Posted: Feb 09, 2015 1:27 pm
by Rumraket
MarioNovak wrote:
Rumraket wrote:But it also turns out that biochemistry is not all-or-nothing. Protein or RNA sequences don't have to be EXACT and UNIQUE to be weakly functional. So as an analogy to this, some times an approximately correct sentence is still readable, even if there is spelling and grammatical errors.

I agree. Let us suppose that a question is this: What did 1998 CBS News poll showed Americans believed about assassination of John F. Kennedy?

Answer is this: A 1998 CBS News poll showed that 76% of Americans believed the President had been killed as the result of a conspiracy.

Now, just as in biochemistry this answer is not all-or-nothing.
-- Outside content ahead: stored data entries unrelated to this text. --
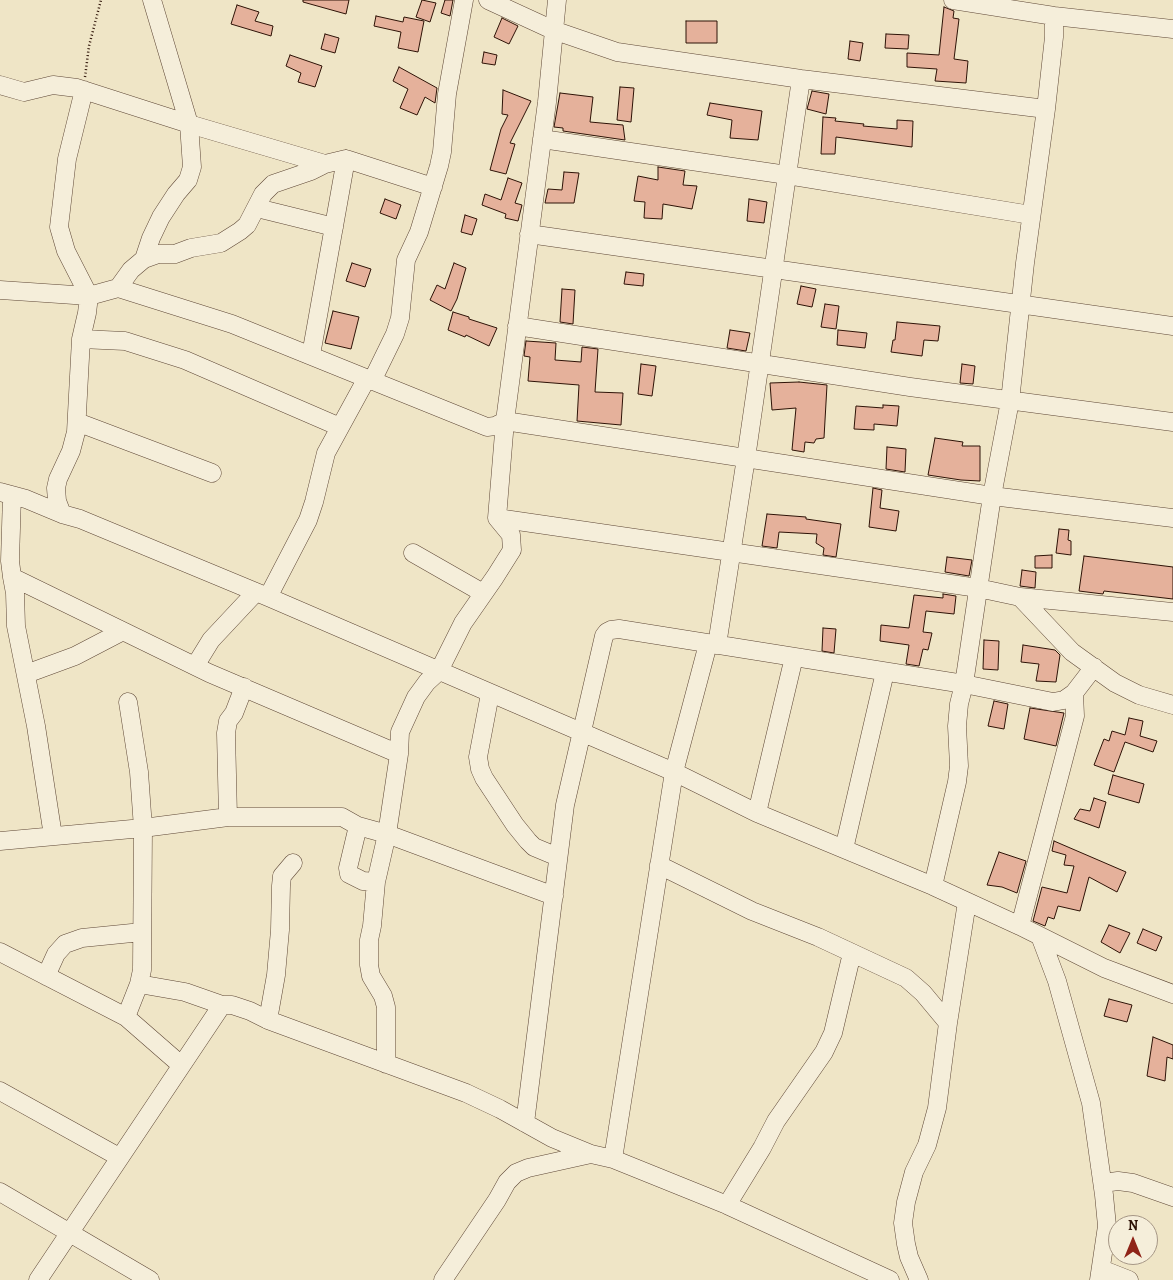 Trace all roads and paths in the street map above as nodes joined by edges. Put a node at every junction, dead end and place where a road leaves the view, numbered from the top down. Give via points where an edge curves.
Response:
1 (101, 0) edge
2 (152, 0) edge
3 (464, 0) edge
4 (488, 0) edge
5 (557, 0) edge
6 (953, 0) edge
7 (979, 2) edge
8 (1054, 16) junction
9 (1173, 29) edge
10 (553, 30) junction
11 (801, 79) junction
12 (0, 85) edge
13 (84, 90) junction
14 (1046, 109) junction
15 (189, 124) junction
16 (542, 139) junction
17 (346, 159) junction
18 (325, 164) junction
19 (787, 175) junction
20 (433, 187) junction
21 (257, 208) junction
22 (1031, 214) junction
23 (334, 226) junction
24 (530, 234) junction
25 (144, 259) junction
26 (774, 268) junction
27 (118, 288) junction
28 (0, 290) edge
29 (89, 296) junction
30 (1020, 303) junction
31 (517, 326) junction
32 (1173, 326) edge
33 (81, 339) junction
34 (311, 355) junction
35 (760, 364) junction
36 (369, 379) junction
37 (1010, 401) junction
38 (505, 420) junction
39 (77, 422) junction
40 (1173, 422) edge
41 (340, 427) junction
42 (746, 458) junction
43 (212, 473) dead end
44 (6, 494) edge
45 (992, 496) junction
46 (62, 514) junction
47 (497, 518) junction
48 (1173, 518) edge
49 (732, 551) junction
50 (413, 553) dead end
51 (12, 578) junction
52 (978, 588) junction
53 (483, 593) junction
54 (262, 595) junction
55 (1020, 597) junction
56 (1173, 612) edge
57 (123, 631) junction
58 (712, 644) junction
59 (794, 657) junction
60 (194, 666) junction
61 (1094, 667) junction
62 (439, 671) junction
63 (885, 672) junction
64 (26, 674) junction
65 (964, 684) junction
66 (244, 687) junction
67 (1074, 693) junction
68 (490, 694) junction
69 (128, 702) dead end
70 (1173, 705) edge
71 (582, 732) junction
72 (399, 754) junction
73 (674, 772) junction
74 (757, 813) junction
75 (228, 817) junction
76 (358, 826) junction
77 (143, 828) junction
78 (387, 834) junction
79 (53, 836) junction
80 (0, 840) edge
81 (844, 849) junction
82 (558, 857) junction
83 (293, 863) dead end
84 (659, 865) junction
85 (376, 882) junction
86 (932, 886) junction
87 (554, 896) junction
88 (967, 902) junction
89 (1020, 926) junction
90 (142, 932) junction
91 (1040, 936) junction
92 (0, 952) edge
93 (852, 953) junction
94 (46, 976) junction
95 (139, 984) junction
96 (1173, 994) edge
97 (222, 1005) junction
98 (126, 1017) junction
99 (268, 1020) junction
100 (948, 1023) junction
101 (386, 1064) junction
102 (181, 1065) junction
103 (0, 1091) edge
104 (525, 1123) junction
105 (591, 1154) junction
106 (119, 1158) junction
107 (613, 1159) junction
108 (1103, 1183) junction
109 (0, 1192) edge
110 (1173, 1197) edge
111 (727, 1206) junction
112 (69, 1234) junction
113 (1100, 1274) edge
114 (38, 1280) edge
115 (150, 1280) edge
116 (443, 1280) edge
117 (890, 1280) edge
118 (919, 1280) edge
119 (1129, 1280) edge

1 - 13 path via 89,46
2 - 15 street
3 - 20 street via 447,94 442,152
4 - 10 street
5 - 10 street
6 - 7 street
7 - 8 street
8 - 9 street
8 - 14 street
10 - 11 street via 617,52
10 - 16 street
11 - 14 street
11 - 19 street
12 - 13 street via 24,92 53,85
13 - 15 street
13 - 29 street via 67,159 59,227 66,251
14 - 22 street
15 - 18 street
15 - 25 street via 192,167 188,180 158,224
16 - 19 street
16 - 24 street
17 - 18 street
17 - 20 street
17 - 23 street
18 - 21 street via 273,184 263,194
19 - 22 street
19 - 26 street
20 - 36 street via 420,232 404,268 400,318 395,334
21 - 23 street
21 - 25 street via 247,225 221,244
22 - 30 street
23 - 34 street
24 - 26 street
24 - 31 street
25 - 27 street
26 - 30 street
26 - 35 street
27 - 29 street
27 - 34 street via 232,324
28 - 29 street
29 - 33 street
30 - 32 street
30 - 37 street
31 - 35 street
31 - 38 street
33 - 39 street
33 - 41 street via 125,341 185,360
34 - 36 street
35 - 37 street
35 - 42 street
36 - 38 street via 486,427 496,426
36 - 41 street
37 - 40 street
37 - 45 street
38 - 42 street
38 - 47 street
39 - 43 street
39 - 46 street via 71,451 56,488
41 - 54 street via 326,453 308,520
42 - 45 street
42 - 49 street
44 - 46 street
44 - 51 street
45 - 48 street
45 - 52 street
46 - 54 street
47 - 49 street
47 - 53 street via 511,535 512,550
49 - 52 street
49 - 58 street
50 - 53 street
51 - 57 street
51 - 64 street via 16,626
52 - 55 street
52 - 65 street
53 - 62 street via 463,623
54 - 60 street via 211,640
54 - 62 street
55 - 56 street
55 - 61 street via 1072,652
57 - 60 street
57 - 64 street via 75,656
58 - 59 street
58 - 71 street via 619,629 607,632
58 - 73 street
59 - 63 street
59 - 74 street
60 - 66 street
61 - 67 street
61 - 70 street via 1139,695
62 - 68 street
62 - 72 street via 416,697 400,732
63 - 65 street
63 - 81 street
64 - 79 street
65 - 67 street via 1053,702
65 - 86 street via 957,726 957,782
66 - 72 street
66 - 75 street via 228,721 226,733
67 - 89 street via 1075,716
68 - 71 street
68 - 82 street via 478,757 480,769 515,825 534,847
69 - 77 street via 139,772
71 - 73 street
71 - 82 street via 565,805
72 - 78 street
73 - 74 street
73 - 84 street
74 - 81 street
75 - 76 street via 342,817
75 - 77 street
76 - 78 street
76 - 85 street via 348,868 350,874 363,881
77 - 79 street
77 - 90 street
78 - 85 street
78 - 87 street
79 - 80 street
81 - 86 street
82 - 87 street
83 - 99 street via 282,876 276,975
84 - 93 street via 752,911
84 - 107 street
85 - 101 street via 369,965 386,1008
86 - 88 street
87 - 104 street
88 - 89 street
88 - 100 street
89 - 91 street
90 - 94 street via 82,938 64,944
90 - 95 street
91 - 96 street via 1104,968
91 - 108 street via 1057,981 1091,1103
92 - 94 street
93 - 100 street via 915,984
93 - 111 street via 833,1034 776,1121
94 - 98 street
95 - 97 street via 184,992
95 - 98 street
97 - 99 street via 232,1005
97 - 102 street
98 - 102 street
99 - 101 street
100 - 118 street via 937,1108 927,1145 914,1172 903,1223 909,1257
101 - 104 street via 466,1093
102 - 106 street
103 - 106 street
104 - 105 street
105 - 107 street
105 - 116 street via 516,1173
106 - 112 street
107 - 111 street
108 - 110 street via 1133,1183
108 - 113 street via 1107,1226
109 - 112 street
111 - 117 street
112 - 114 street
112 - 115 street
113 - 119 street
Answer or question don't have to be EXACT and UNIQUE to be functional.

This one is also correct answer: poll showed 76% of people believed the Kennedy had been killed as the result of a conspiracy.

This one is also O.K: survey of public opinion showed 76% of people believed the John had been killed as the result of a inside job.

And this: surveyyyy offff public opinion showwed 76% of peopleaaa believed the John had been killed as the result of a inside job.

See, answer don't have to be exact.

Rumraket wrote:So when the people who are asked questions get sufficiently close in words and letters (50% ?), their answers start "working" and now the shooter will occasionally elect not to shoot at all when an "approximately correct" answer is given. So they obviously still get to keep their previous, now even better working answers and mutate it further should they run into the shooters again.

There, analogy fixed. I'm willing to run this experiment. Are you?


Wrong, you are presupposing communication which is an intelligent activity.

:picard:

:picard:

First you agree to my fixing of your analogy every step of the way, and then when it's time to try and see ho this affects your "simulation" you suddenly protest a step you agreed to immediately beforehand.

I'm afraid that in your case, communication isn't particularly intelligent.